ABOUT THIS EXERCISE -
What you give back must match the records below exactly, apart from the pictures, which are omitted.

---------- DATA FOR THIS EXERCISE

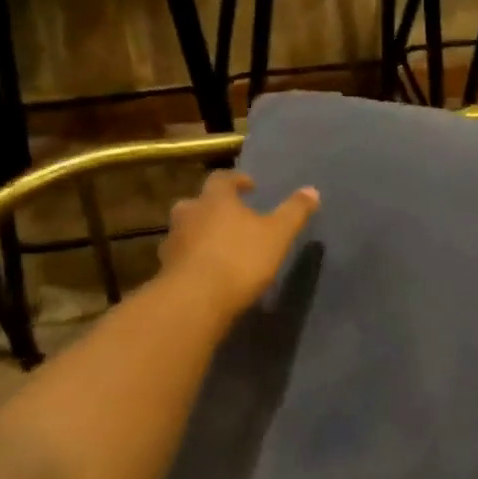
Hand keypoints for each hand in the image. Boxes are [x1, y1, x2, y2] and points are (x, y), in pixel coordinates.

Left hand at [159, 171, 319, 319]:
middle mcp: (189, 213)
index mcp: (215, 199)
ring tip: (220, 247)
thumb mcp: (278, 234)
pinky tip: (207, 273)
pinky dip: (193, 259)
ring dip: (200, 233)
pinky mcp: (165, 269)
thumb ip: (294, 212)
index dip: (237, 180)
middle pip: (198, 202)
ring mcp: (173, 241)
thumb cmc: (240, 259)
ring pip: (186, 230)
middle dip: (213, 207)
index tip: (250, 187)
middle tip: (231, 217)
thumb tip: (312, 190)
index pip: (223, 179)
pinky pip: (181, 257)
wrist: (195, 300)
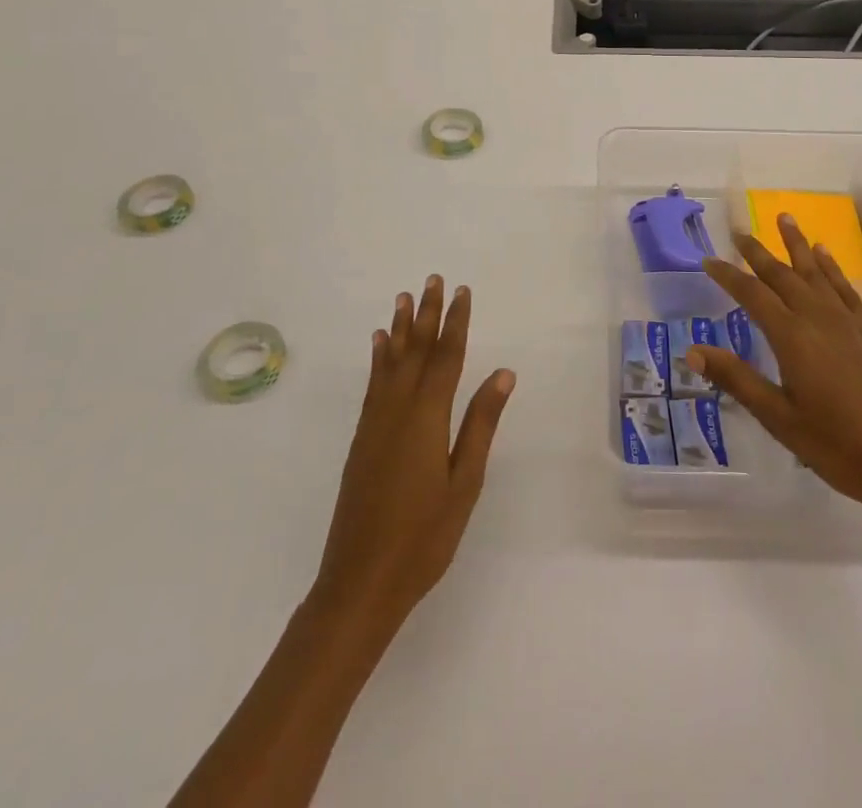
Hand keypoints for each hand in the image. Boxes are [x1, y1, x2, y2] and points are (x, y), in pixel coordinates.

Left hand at [312, 277, 515, 635]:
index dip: (455, 322)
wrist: (359, 582)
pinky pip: (372, 385)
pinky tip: (377, 345)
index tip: (462, 291)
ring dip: (399, 328)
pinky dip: (377, 359)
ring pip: (389, 363)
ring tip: (403, 298)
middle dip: (426, 314)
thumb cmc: (424, 538)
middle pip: (415, 351)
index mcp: (427, 418)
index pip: (446, 357)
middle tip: (432, 279)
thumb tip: (502, 373)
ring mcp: (374, 424)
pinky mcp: (361, 439)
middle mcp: (397, 410)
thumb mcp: (464, 483)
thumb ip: (481, 424)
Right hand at [688, 215, 861, 523]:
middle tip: (738, 230)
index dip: (728, 275)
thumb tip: (692, 351)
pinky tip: (825, 256)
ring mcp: (847, 323)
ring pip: (816, 272)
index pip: (752, 295)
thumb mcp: (778, 418)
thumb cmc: (838, 446)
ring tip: (784, 217)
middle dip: (758, 252)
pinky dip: (832, 267)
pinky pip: (844, 288)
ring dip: (797, 245)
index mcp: (792, 337)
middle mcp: (818, 319)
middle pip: (782, 275)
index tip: (708, 260)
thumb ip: (736, 380)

--------------------

ANSWER BELOW -
Hand keypoints for each hand in the image. Boxes are [x1, y1, x2, y2] and points are (x, y), in pixel coordinates.

Left hand at [159, 171, 319, 319]:
middle mcp: (189, 213)
index mcp: (215, 199)
ring tip: (220, 247)
thumb mcp: (278, 234)
pinky tip: (207, 273)
pinky dip: (193, 259)
ring dip: (200, 233)
pinky mcp: (165, 269)
thumb ip: (294, 212)
index dip: (237, 180)
middle pip: (198, 202)
ring mcp: (173, 241)
thumb cmc: (240, 259)
ring pip: (186, 230)
middle dip: (213, 207)
index tip: (250, 187)
middle tip: (231, 217)
thumb tip: (312, 190)
index pip: (223, 179)
pinky pip: (181, 257)
wrist: (195, 300)
Hand keypoints for each hand in the image. Boxes are [x1, y1, x2, y2] and points are (x, y), in pixel coordinates.

Left hand at [312, 277, 515, 635]:
index dip: (455, 322)
wrist: (359, 582)
pinky pip: (372, 385)
pinky tip: (377, 345)
index tip: (462, 291)
ring dip: (399, 328)
pinky dip: (377, 359)
ring pip: (389, 363)
ring tip: (403, 298)
middle dip: (426, 314)
thumb cmc: (424, 538)
middle pip: (415, 351)
index mcp: (427, 418)
index pip: (446, 357)
middle tip: (432, 279)
thumb tip: (502, 373)
ring mcp: (374, 424)
pinky mcp: (361, 439)
middle mcp: (397, 410)
thumb mcp: (464, 483)
thumb ip: (481, 424)
Right hand at [688, 215, 861, 523]:
middle tip: (738, 230)
index dip: (728, 275)
thumb tip: (692, 351)
pinky tip: (825, 256)
ring mcp: (847, 323)
ring pip: (816, 272)
index pip: (752, 295)
thumb mcp: (778, 418)
thumb cmc: (838, 446)
ring tip: (784, 217)
middle dip: (758, 252)
pinky dip: (832, 267)
pinky pip: (844, 288)
ring dip: (797, 245)
index mcp: (792, 337)
middle mcp: (818, 319)
middle pip: (782, 275)
index tip: (708, 260)
thumb ip: (736, 380)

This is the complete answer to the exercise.